Le député aussi, vous le savez, M. le Président, peut, au nom de ses citoyens, apporter des projets de loi publics ou même parrainer des projets de loi d'intérêt privé. Cela exige beaucoup de temps, M. le Président, et je connais très peu de députés ici, d'un côté ou de l'autre de la Chambre, M. le Président, qui travaillent moins de 70 heures par semaine.

Une voix: II n'y en a pas gros.

M. Cusano: Non, il n'y en a pas gros. Vous avez absolument raison. C'est vrai, M. le député de Masson, et je suis d'accord avec lui que les députés ici, parmi les 125 députés d'un côté ou de l'autre qui travaillent moins que 70 heures par semaine, ils sont très rares, M. le Président. Alors, lorsqu'on arrive pour amener certains changements à un fonds de pension ou un fonds de retraite, appelons-le ce qu'on veut... C'est sûr, comme je vous disais tout à l'heure, qu'il n'y a jamais un moment propice, jamais. Mais il faut le faire parce qu'au fil des ans, il y a eu des modifications apportées de l'extérieur qui ont eu pour effet de modifier notre fonds de pension.

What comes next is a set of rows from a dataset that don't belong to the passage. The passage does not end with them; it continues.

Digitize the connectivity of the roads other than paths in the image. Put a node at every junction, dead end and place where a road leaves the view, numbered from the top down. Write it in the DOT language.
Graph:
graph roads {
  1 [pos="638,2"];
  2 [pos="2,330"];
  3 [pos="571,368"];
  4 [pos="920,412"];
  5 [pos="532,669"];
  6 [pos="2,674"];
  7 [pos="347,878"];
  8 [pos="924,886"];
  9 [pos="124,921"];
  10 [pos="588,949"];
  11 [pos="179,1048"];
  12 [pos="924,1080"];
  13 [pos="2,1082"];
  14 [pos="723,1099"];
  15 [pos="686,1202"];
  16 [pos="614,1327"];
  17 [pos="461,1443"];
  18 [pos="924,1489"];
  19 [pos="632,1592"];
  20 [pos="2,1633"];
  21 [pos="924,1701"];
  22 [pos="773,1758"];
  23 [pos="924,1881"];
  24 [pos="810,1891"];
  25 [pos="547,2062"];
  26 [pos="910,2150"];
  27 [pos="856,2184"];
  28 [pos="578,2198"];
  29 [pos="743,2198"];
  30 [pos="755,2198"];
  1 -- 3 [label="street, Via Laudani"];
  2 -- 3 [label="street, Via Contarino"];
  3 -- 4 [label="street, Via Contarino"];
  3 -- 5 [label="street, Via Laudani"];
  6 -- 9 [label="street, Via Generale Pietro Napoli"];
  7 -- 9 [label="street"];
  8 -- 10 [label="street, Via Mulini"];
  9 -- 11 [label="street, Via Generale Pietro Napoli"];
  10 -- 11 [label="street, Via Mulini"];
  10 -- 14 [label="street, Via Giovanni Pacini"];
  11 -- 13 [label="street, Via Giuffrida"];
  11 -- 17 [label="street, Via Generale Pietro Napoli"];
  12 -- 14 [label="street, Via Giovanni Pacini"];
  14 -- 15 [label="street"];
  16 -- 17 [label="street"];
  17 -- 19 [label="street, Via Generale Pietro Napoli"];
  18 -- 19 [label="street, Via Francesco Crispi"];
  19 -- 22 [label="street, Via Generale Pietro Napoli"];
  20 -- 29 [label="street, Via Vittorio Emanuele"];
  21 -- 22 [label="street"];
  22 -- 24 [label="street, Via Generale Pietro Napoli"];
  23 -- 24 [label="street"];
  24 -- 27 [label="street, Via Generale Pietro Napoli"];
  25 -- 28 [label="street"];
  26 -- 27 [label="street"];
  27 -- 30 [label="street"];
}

Alors, je pense qu'avec tout le respect qu'on se doit d'un côté ou de l'autre de la Chambre, M. le Président, c'est d'amener les changements qui s'imposent. Je n'ai pas l'intention de m'éterniser sur ce débat et j'aimerais seulement vous dire, en terminant, M. le Président, que depuis 11 ans maintenant que je suis ici à l'Assemblée nationale, depuis 11 ans qu'on parle, d'un côté ou de l'autre de la Chambre, que

le régime de retraite pour les députés était inacceptable. C'est sûr qu'au moment où on se parle, on est en train de traverser une récession, mais j'insiste pour le dire et j'aimerais bien que les députés de l'autre côté de cette Chambre le disent aussi, c'est que le député contribue lui-même au régime de pension.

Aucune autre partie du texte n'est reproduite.